Enclosed is a copy of the letter that survives in my files.

-don

knuth letter on reservoir sampling

Here are the relevant sections of Waterman's 1975 letter to Knuth:

Dr. Alan G. Waterman

March 24, 1975

Dear Prof. Knuth:

I have some remarks on Chapter 3 of your book, The Art of Computer Programming, on Random Numbers.

[omitted]

There is a better algorithm than reservoir sampling, section 3.4.2, when the length of the file is unknown. Bring in the first \(n\) records, then for each \(k > n\), skip over the \(k\)th record with probability \((k-n)/k\), and replace the \(i\)th item in the sample by the \(k\)th record with probability \(1/k\), for each \(i \leq n\). If it is necessary to pass the records to a reservoir (the text is not clear on this point), the replacements may be done in an internal table of indices to the reservoir.

[omitted]

Fourth, your improved reservoir algorithm (why oh why didn't I think of it?) will replace the old one in Section 3.4.2.

waterman letter on reservoir sampling 1

waterman letter on reservoir sampling 2

All in all, Algorithm R was known to Knuth and Waterman by 1975, and to a wider audience by 1981, when the second edition of The Art of Computer Programming volume 2 was published.

Meanwhile, A. I. McLeod and D. R. Bellhouse appear to have discovered Algorithm R independently, as [McLeod–Bellhouse 1983] presents Algorithm R without citing Knuth or Waterman.

Before the publication of Waterman's algorithm, [Fan–Muller–Rezucha 1962] described a similar, but not quite the same, algorithm:

Procedure of Method 4:

For each \(t\), \(t = 1, 2, \cdots, n\), obtain \(r_t\), associate it with the item and its label \(I_t\), and place these pieces of information in the reservoir. For each \(t\), \(t > n\), place \(r_t\), the item, and its label \(I_t\) in the reservoir if \(r_t\) is equal to or less than the maximum value of \(r\) of a specified subset of values of \(r\) in the reservoir. The subset of values of \(r\) used in the comparison consists of the \(D\) smallest distinct values of \(r\) in the reservoir at the time of the comparison, where \(D = n\) if all the \(r\)'s in this comparison subset are distinct; otherwise \(D < n\).
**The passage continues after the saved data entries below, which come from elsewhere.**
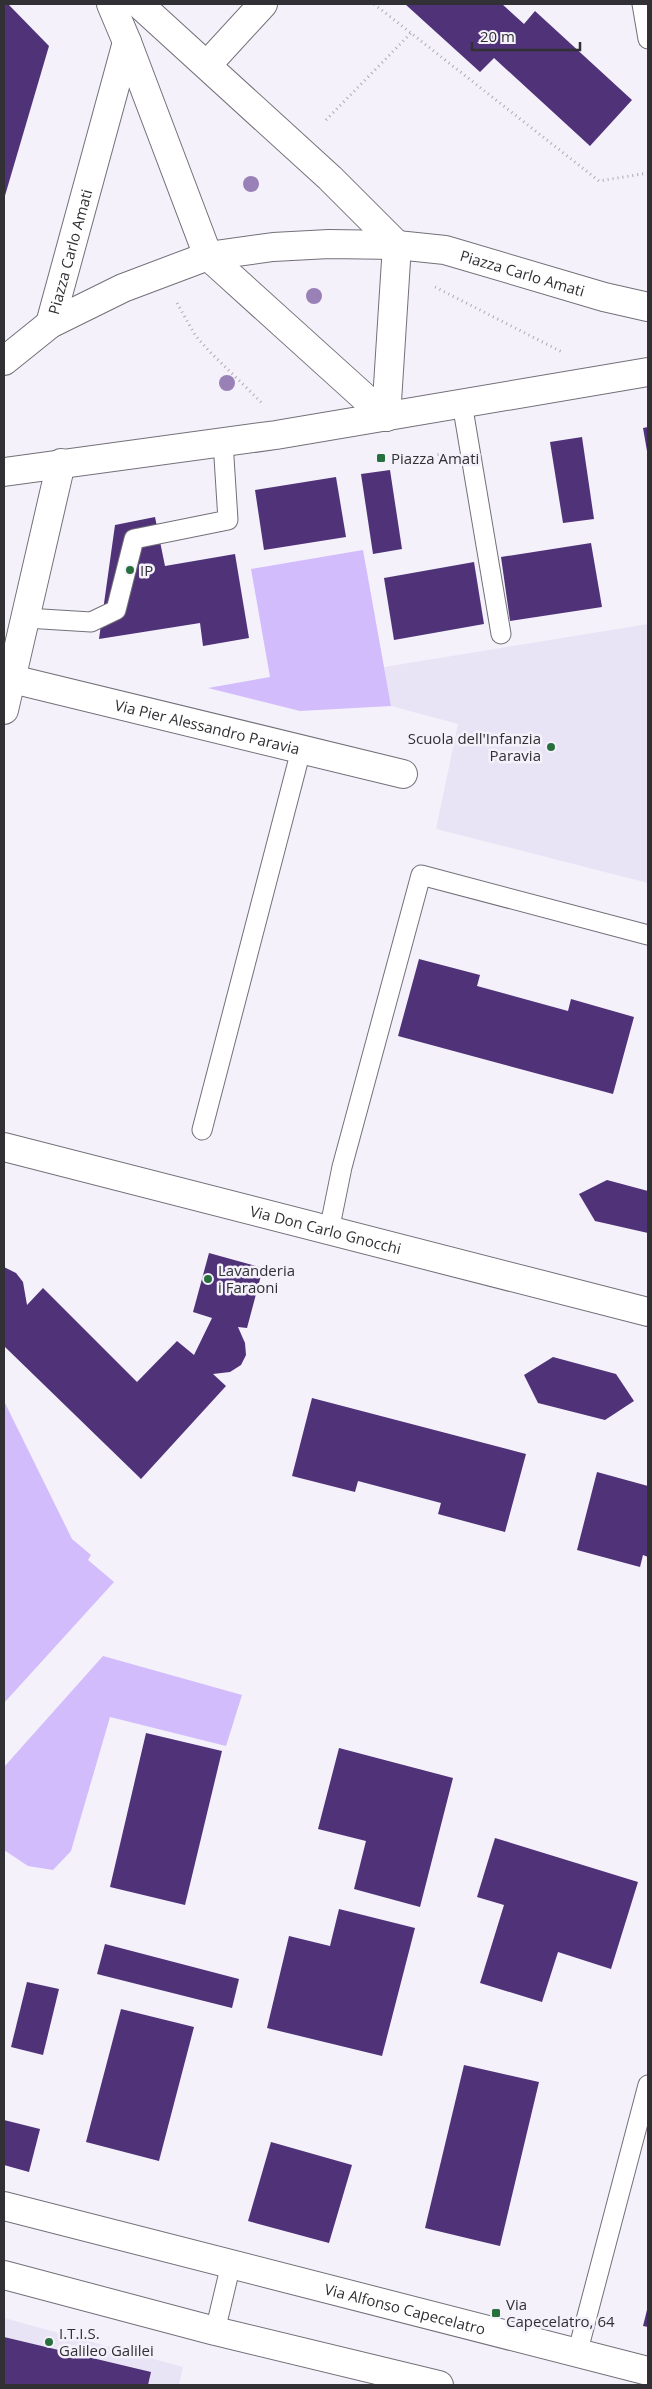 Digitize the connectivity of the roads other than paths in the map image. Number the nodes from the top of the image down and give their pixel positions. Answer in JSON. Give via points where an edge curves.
{"nodes":[{"id":1,"x":111,"y":4,"type":"edge"},
{"id":2,"x":139,"y":4,"type":"edge"},
{"id":3,"x":263,"y":4,"type":"edge"},
{"id":4,"x":642,"y":4,"type":"edge"},
{"id":5,"x":648,"y":39,"type":"edge"},
{"id":6,"x":127,"y":42,"type":"junction"},
{"id":7,"x":207,"y":65,"type":"junction"},
{"id":8,"x":397,"y":245,"type":"junction"},
{"id":9,"x":208,"y":256,"type":"junction"},
{"id":10,"x":648,"y":307,"type":"edge"},
{"id":11,"x":50,"y":324,"type":"junction"},
{"id":12,"x":4,"y":361,"type":"edge"},
{"id":13,"x":648,"y":372,"type":"edge"},
{"id":14,"x":462,"y":403,"type":"junction"},
{"id":15,"x":386,"y":416,"type":"junction"},
{"id":16,"x":223,"y":442,"type":"junction"},
{"id":17,"x":61,"y":463,"type":"junction"},
{"id":18,"x":4,"y":472,"type":"edge"},
{"id":19,"x":26,"y":618,"type":"junction"},
{"id":20,"x":500,"y":634,"type":"dead end"},
{"id":21,"x":12,"y":679,"type":"junction"},
{"id":22,"x":4,"y":710,"type":"edge"},
{"id":23,"x":301,"y":750,"type":"junction"},
{"id":24,"x":403,"y":774,"type":"dead end"},
{"id":25,"x":648,"y":935,"type":"edge"},
{"id":26,"x":202,"y":1130,"type":"dead end"},
{"id":27,"x":4,"y":1147,"type":"edge"},
{"id":28,"x":329,"y":1230,"type":"junction"},
{"id":29,"x":648,"y":1312,"type":"edge"},
{"id":30,"x":648,"y":2085,"type":"edge"},
{"id":31,"x":4,"y":2206,"type":"edge"},
{"id":32,"x":232,"y":2264,"type":"junction"},
{"id":33,"x":4,"y":2275,"type":"edge"},
{"id":34,"x":215,"y":2331,"type":"junction"},
{"id":35,"x":577,"y":2354,"type":"junction"},
{"id":36,"x":648,"y":2371,"type":"edge"},
{"id":37,"x":439,"y":2385,"type":"edge"}],
"edges":[{"from":1,"to":6,"type":"street"},
{"from":2,"to":7,"type":"street"},
{"from":3,"to":7,"type":"street"},
{"from":4,"to":5,"type":"lane"},
{"from":6,"to":9,"type":"street"},
{"from":6,"to":11,"type":"street","name":"Piazza Carlo Amati"},
{"from":7,"to":8,"type":"street","via":[[330,178]]},
{"from":8,"to":9,"type":"street","name":"Piazza Carlo Amati","via":[[273,247]]},
{"from":8,"to":10,"type":"street","name":"Piazza Carlo Amati","via":[[446,250]]},
{"from":8,"to":15,"type":"street"},
{"from":9,"to":11,"type":"street","name":"Piazza Carlo Amati","via":[[123,288]]},
{"from":9,"to":15,"type":"street"},
{"from":11,"to":12,"type":"street"},
{"from":13,"to":14,"type":"street"},
{"from":14,"to":15,"type":"street"},
{"from":14,"to":20,"type":"lane"},
{"from":15,"to":16,"type":"street"},
{"from":16,"to":17,"type":"street"},
{"from":16,"to":19,"type":"lane","via":[[228,520],[134,539],[116,610],[91,622]]},
{"from":17,"to":18,"type":"street"},
{"from":17,"to":19,"type":"street"},
{"from":19,"to":21,"type":"street"},
{"from":21,"to":22,"type":"street"},
{"from":21,"to":23,"type":"street","name":"Via Pier Alessandro Paravia"},
{"from":23,"to":24,"type":"street","name":"Via Pier Alessandro Paravia"},
{"from":23,"to":26,"type":"lane"},
{"from":25,"to":28,"type":"lane","via":[[420,875],[342,1167]]},
{"from":27,"to":28,"type":"street","name":"Via Don Carlo Gnocchi"},
{"from":28,"to":29,"type":"street","name":"Via Don Carlo Gnocchi"},
{"from":30,"to":35,"type":"lane"},
{"from":31,"to":32,"type":"street","name":"Via Alfonso Capecelatro"},
{"from":32,"to":34,"type":"lane"},
{"from":32,"to":35,"type":"street","name":"Via Alfonso Capecelatro"},
{"from":33,"to":34,"type":"street"},
{"from":34,"to":37,"type":"street"},
{"from":35,"to":36,"type":"street","name":"Via Alfonso Capecelatro"}]}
When \(t = N\), i.e., all the items have been inspected, stage one is completed.

Stage 2. Search the reservoir and select the \(I_t\)'s associated with the subset of the \(n\) smallest values of \(r\) in the reservoir Difficulty can occur only when the values of the \(r\)'s are not distinct. In this case it is possible that there will be one or more items in the reservoir with a value of \(r\) equal to the largest value, say \(r_u\), of the comparison subset upon completion of stage 1. Let \(L\) denote the number of items in this comparison subset upon completion of stage 1 which have values of \(r\) less than \(r_u\) and let \(M\) be the number of items in the reservoir which have a value of \(r\) equal to \(r_u\). To satisfy the original requirement of obtaining a random sample of exactly \(n\) distinct items it will be necessary to utilize an additional selection procedure to select \(M'\) distinct items out of \(M\) such that \(L+M' = n\). This selection can be accomplished by using, for example, Method 1.
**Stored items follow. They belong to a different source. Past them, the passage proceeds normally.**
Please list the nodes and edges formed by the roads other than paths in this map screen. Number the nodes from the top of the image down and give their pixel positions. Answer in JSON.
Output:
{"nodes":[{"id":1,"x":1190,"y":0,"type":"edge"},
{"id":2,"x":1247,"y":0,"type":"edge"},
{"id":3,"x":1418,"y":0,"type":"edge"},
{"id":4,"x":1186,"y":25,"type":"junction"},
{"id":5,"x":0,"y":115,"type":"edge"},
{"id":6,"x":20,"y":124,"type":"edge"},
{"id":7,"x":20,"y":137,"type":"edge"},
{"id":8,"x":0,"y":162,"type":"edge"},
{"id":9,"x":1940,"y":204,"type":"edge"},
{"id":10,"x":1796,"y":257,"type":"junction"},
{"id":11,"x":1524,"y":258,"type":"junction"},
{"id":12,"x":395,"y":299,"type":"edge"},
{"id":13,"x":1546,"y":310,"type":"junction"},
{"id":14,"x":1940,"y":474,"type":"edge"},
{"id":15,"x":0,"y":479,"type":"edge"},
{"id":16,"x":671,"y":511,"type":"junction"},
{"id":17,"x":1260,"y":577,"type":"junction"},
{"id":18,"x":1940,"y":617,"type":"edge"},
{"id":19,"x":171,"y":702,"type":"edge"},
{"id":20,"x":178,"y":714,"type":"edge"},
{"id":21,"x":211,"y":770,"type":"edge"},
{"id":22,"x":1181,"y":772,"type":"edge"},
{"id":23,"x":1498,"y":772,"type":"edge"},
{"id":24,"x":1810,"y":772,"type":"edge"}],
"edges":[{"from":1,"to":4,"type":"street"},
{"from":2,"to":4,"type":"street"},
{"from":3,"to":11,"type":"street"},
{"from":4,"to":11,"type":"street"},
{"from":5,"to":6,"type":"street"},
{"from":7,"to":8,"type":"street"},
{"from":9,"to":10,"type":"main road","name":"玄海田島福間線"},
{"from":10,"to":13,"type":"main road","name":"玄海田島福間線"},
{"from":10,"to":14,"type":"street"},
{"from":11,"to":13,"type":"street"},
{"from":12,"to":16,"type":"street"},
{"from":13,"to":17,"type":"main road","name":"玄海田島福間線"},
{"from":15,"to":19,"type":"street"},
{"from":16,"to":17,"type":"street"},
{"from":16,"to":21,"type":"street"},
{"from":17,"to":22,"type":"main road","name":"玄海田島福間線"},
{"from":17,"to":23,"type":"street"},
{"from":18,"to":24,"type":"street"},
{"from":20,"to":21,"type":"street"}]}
While it might be reasonable to say that the reservoir algorithm paradigm was discovered by Fan, Muller, and Rezucha, it seems unlikely that they were aware of Algorithm R before Knuth published Waterman's algorithm.

As far as I can tell, most citations of Algorithm R credit Waterman. Curiously, however, the Wikipedia article on reservoir sampling makes no mention of Waterman, crediting instead J. S. Vitter via [Vitter 1985]. But then, the Vitter paper cites Waterman:

Algorithm R (which is is [sic] a reservoir algorithm due to Alan Waterman) works as follows: When the \((t+1)\)st record in the file is being processed, for \(t \geq n\), the \(n\) candidates form a random sample of the first \(t\) records. The \((t+1)\)st record has a \(n/(t+1)\) chance of being in a random sample of size \(n\) of the first \(t+1\) records, and so it is made a candidate with probability \(n/(t+1)\). The candidate it replaces is chosen randomly from the \(n\) candidates. It is easy to see that the resulting set of \(n\) candidates forms a random sample of the first \(t+1\) records.

This is probably why high school history teachers tell their students not to use Wikipedia for their essay homework.